= Exercise prompt =
The data below is to be written out exactly, with no pictures.

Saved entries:

※

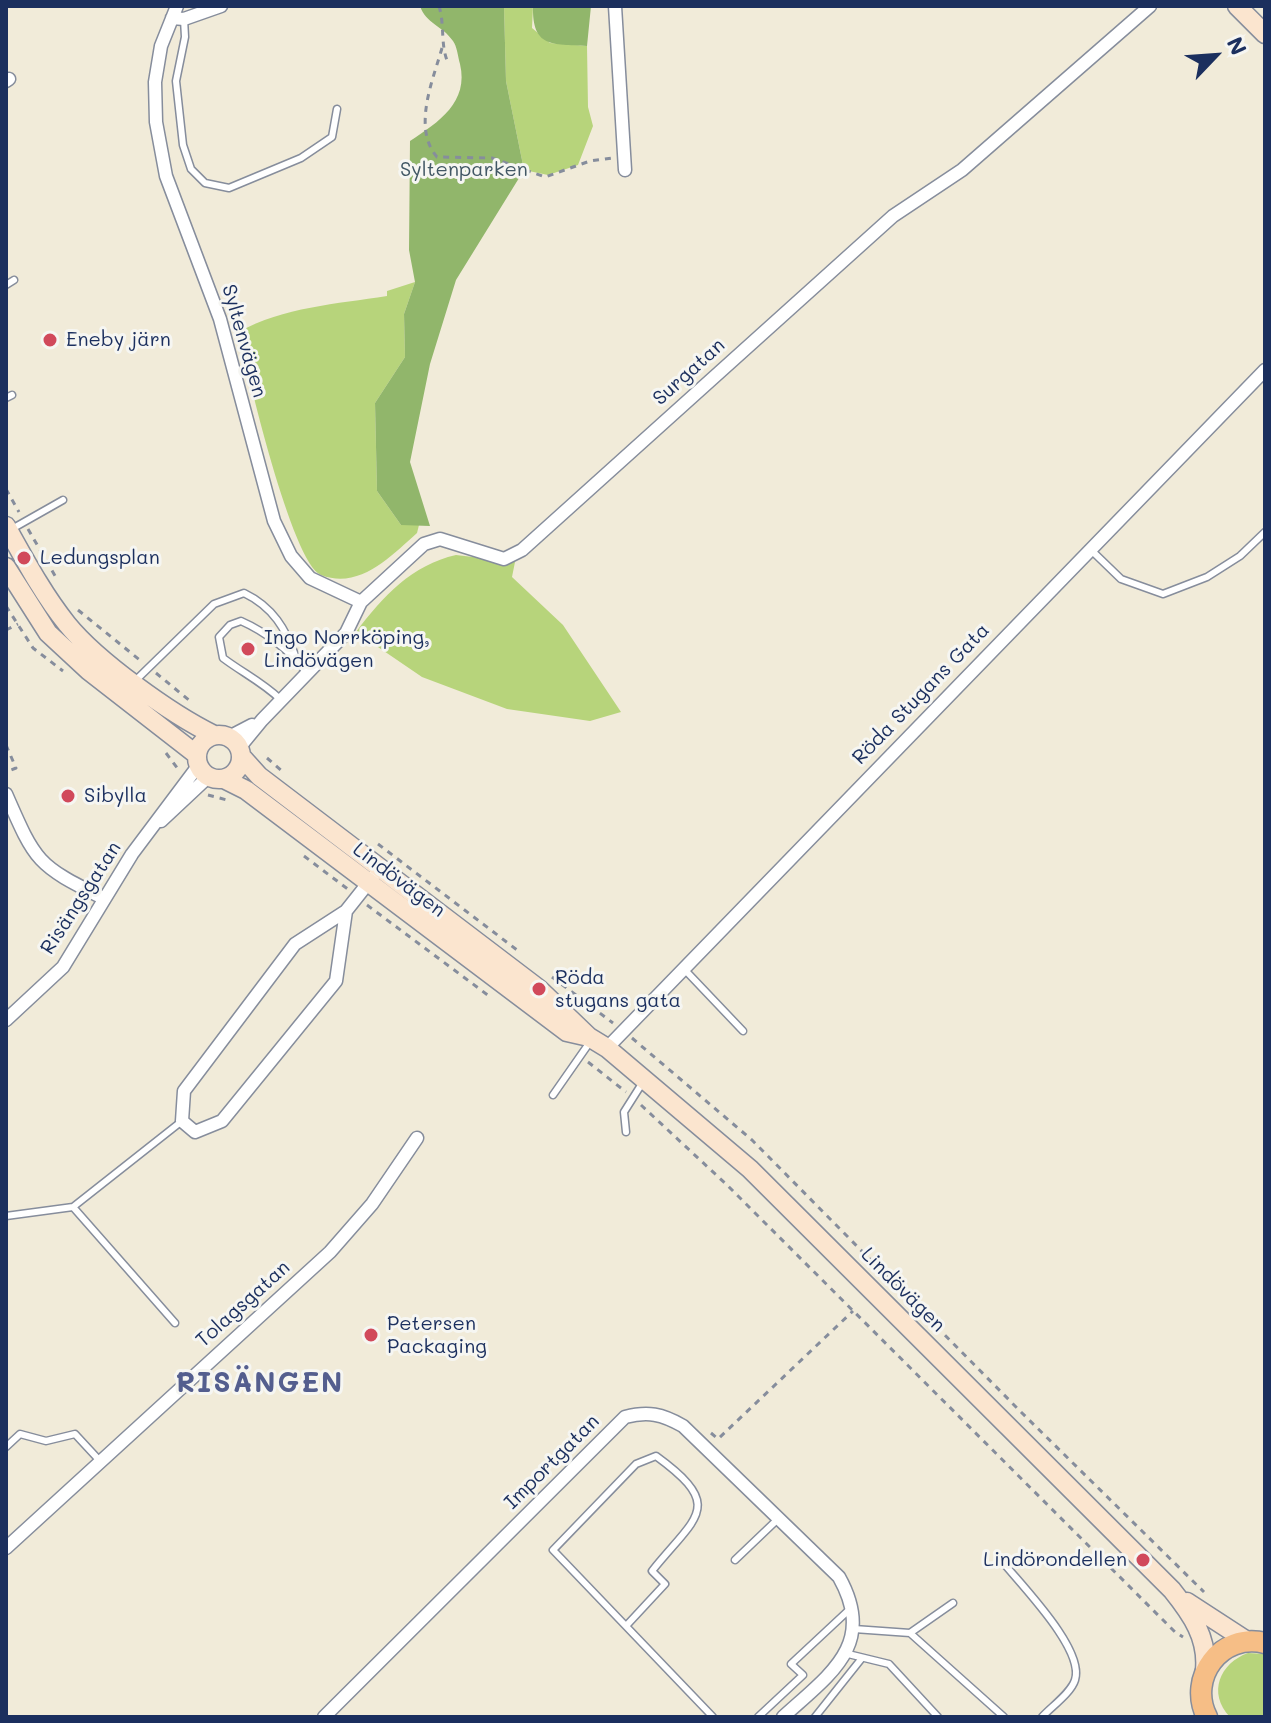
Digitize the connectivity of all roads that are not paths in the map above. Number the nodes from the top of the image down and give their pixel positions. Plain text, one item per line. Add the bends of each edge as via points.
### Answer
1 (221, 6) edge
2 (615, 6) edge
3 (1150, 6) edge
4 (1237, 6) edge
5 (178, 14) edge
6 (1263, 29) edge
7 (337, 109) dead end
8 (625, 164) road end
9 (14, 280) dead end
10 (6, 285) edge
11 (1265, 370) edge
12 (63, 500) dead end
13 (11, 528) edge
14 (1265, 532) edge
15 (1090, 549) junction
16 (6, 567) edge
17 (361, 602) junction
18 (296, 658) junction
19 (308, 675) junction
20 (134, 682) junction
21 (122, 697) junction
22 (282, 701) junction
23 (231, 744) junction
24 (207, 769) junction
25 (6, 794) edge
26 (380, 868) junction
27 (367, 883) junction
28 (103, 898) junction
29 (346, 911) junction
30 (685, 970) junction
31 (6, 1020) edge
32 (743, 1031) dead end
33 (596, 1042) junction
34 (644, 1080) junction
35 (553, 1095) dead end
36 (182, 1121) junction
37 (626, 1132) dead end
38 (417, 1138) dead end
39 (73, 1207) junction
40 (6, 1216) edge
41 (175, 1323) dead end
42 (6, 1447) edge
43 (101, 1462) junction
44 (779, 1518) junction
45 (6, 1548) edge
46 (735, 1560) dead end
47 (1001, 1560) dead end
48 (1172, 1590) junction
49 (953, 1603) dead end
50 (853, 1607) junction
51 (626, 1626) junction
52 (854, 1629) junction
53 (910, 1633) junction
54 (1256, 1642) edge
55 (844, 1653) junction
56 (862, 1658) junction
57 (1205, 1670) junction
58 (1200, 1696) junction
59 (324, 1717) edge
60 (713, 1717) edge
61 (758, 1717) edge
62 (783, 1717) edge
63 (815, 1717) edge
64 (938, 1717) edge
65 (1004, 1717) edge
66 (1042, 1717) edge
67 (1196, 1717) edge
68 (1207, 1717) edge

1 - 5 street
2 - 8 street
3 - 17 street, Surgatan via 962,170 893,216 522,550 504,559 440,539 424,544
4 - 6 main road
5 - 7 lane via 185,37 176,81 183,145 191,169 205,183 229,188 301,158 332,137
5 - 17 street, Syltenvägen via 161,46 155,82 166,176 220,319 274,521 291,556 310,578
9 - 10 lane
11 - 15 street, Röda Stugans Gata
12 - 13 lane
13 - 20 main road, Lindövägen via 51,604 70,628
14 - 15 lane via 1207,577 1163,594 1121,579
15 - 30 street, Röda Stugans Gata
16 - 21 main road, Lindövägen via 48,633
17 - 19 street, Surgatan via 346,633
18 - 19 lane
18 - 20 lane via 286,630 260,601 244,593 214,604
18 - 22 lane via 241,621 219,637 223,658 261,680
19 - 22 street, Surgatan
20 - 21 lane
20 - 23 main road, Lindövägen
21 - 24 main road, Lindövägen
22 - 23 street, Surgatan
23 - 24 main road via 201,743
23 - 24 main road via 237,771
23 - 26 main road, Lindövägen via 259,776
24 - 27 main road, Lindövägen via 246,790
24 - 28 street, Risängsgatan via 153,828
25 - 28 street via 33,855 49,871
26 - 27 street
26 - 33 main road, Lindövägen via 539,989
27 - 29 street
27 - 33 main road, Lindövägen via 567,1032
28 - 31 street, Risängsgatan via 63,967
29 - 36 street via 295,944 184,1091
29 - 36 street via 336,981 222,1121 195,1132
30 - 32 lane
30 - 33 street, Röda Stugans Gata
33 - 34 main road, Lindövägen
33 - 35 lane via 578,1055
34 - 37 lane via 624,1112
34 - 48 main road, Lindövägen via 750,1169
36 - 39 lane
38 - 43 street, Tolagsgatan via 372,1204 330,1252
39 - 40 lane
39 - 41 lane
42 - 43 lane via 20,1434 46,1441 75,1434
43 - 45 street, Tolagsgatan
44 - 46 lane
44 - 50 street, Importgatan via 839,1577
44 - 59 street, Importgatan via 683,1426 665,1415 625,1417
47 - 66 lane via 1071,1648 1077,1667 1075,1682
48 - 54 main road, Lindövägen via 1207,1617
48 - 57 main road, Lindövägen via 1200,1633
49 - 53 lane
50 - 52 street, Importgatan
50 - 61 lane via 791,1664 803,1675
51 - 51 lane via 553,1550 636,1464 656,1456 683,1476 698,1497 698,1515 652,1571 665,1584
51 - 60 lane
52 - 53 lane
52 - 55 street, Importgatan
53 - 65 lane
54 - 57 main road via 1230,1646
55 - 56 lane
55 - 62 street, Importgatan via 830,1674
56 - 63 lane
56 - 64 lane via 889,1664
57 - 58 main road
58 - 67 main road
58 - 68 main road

※

= Solution =
Digitize the connectivity of all roads that are not paths in the map above. Number the nodes from the top of the image down and give their pixel positions. Plain text, one item per line. Add the bends of each edge as via points.
### Answer
1 (221, 6) edge
2 (615, 6) edge
3 (1150, 6) edge
4 (1237, 6) edge
5 (178, 14) edge
6 (1263, 29) edge
7 (337, 109) dead end
8 (625, 164) road end
9 (14, 280) dead end
10 (6, 285) edge
11 (1265, 370) edge
12 (63, 500) dead end
13 (11, 528) edge
14 (1265, 532) edge
15 (1090, 549) junction
16 (6, 567) edge
17 (361, 602) junction
18 (296, 658) junction
19 (308, 675) junction
20 (134, 682) junction
21 (122, 697) junction
22 (282, 701) junction
23 (231, 744) junction
24 (207, 769) junction
25 (6, 794) edge
26 (380, 868) junction
27 (367, 883) junction
28 (103, 898) junction
29 (346, 911) junction
30 (685, 970) junction
31 (6, 1020) edge
32 (743, 1031) dead end
33 (596, 1042) junction
34 (644, 1080) junction
35 (553, 1095) dead end
36 (182, 1121) junction
37 (626, 1132) dead end
38 (417, 1138) dead end
39 (73, 1207) junction
40 (6, 1216) edge
41 (175, 1323) dead end
42 (6, 1447) edge
43 (101, 1462) junction
44 (779, 1518) junction
45 (6, 1548) edge
46 (735, 1560) dead end
47 (1001, 1560) dead end
48 (1172, 1590) junction
49 (953, 1603) dead end
50 (853, 1607) junction
51 (626, 1626) junction
52 (854, 1629) junction
53 (910, 1633) junction
54 (1256, 1642) edge
55 (844, 1653) junction
56 (862, 1658) junction
57 (1205, 1670) junction
58 (1200, 1696) junction
59 (324, 1717) edge
60 (713, 1717) edge
61 (758, 1717) edge
62 (783, 1717) edge
63 (815, 1717) edge
64 (938, 1717) edge
65 (1004, 1717) edge
66 (1042, 1717) edge
67 (1196, 1717) edge
68 (1207, 1717) edge

1 - 5 street
2 - 8 street
3 - 17 street, Surgatan via 962,170 893,216 522,550 504,559 440,539 424,544
4 - 6 main road
5 - 7 lane via 185,37 176,81 183,145 191,169 205,183 229,188 301,158 332,137
5 - 17 street, Syltenvägen via 161,46 155,82 166,176 220,319 274,521 291,556 310,578
9 - 10 lane
11 - 15 street, Röda Stugans Gata
12 - 13 lane
13 - 20 main road, Lindövägen via 51,604 70,628
14 - 15 lane via 1207,577 1163,594 1121,579
15 - 30 street, Röda Stugans Gata
16 - 21 main road, Lindövägen via 48,633
17 - 19 street, Surgatan via 346,633
18 - 19 lane
18 - 20 lane via 286,630 260,601 244,593 214,604
18 - 22 lane via 241,621 219,637 223,658 261,680
19 - 22 street, Surgatan
20 - 21 lane
20 - 23 main road, Lindövägen
21 - 24 main road, Lindövägen
22 - 23 street, Surgatan
23 - 24 main road via 201,743
23 - 24 main road via 237,771
23 - 26 main road, Lindövägen via 259,776
24 - 27 main road, Lindövägen via 246,790
24 - 28 street, Risängsgatan via 153,828
25 - 28 street via 33,855 49,871
26 - 27 street
26 - 33 main road, Lindövägen via 539,989
27 - 29 street
27 - 33 main road, Lindövägen via 567,1032
28 - 31 street, Risängsgatan via 63,967
29 - 36 street via 295,944 184,1091
29 - 36 street via 336,981 222,1121 195,1132
30 - 32 lane
30 - 33 street, Röda Stugans Gata
33 - 34 main road, Lindövägen
33 - 35 lane via 578,1055
34 - 37 lane via 624,1112
34 - 48 main road, Lindövägen via 750,1169
36 - 39 lane
38 - 43 street, Tolagsgatan via 372,1204 330,1252
39 - 40 lane
39 - 41 lane
42 - 43 lane via 20,1434 46,1441 75,1434
43 - 45 street, Tolagsgatan
44 - 46 lane
44 - 50 street, Importgatan via 839,1577
44 - 59 street, Importgatan via 683,1426 665,1415 625,1417
47 - 66 lane via 1071,1648 1077,1667 1075,1682
48 - 54 main road, Lindövägen via 1207,1617
48 - 57 main road, Lindövägen via 1200,1633
49 - 53 lane
50 - 52 street, Importgatan
50 - 61 lane via 791,1664 803,1675
51 - 51 lane via 553,1550 636,1464 656,1456 683,1476 698,1497 698,1515 652,1571 665,1584
51 - 60 lane
52 - 53 lane
52 - 55 street, Importgatan
53 - 65 lane
54 - 57 main road via 1230,1646
55 - 56 lane
55 - 62 street, Importgatan via 830,1674
56 - 63 lane
56 - 64 lane via 889,1664
57 - 58 main road
58 - 67 main road
58 - 68 main road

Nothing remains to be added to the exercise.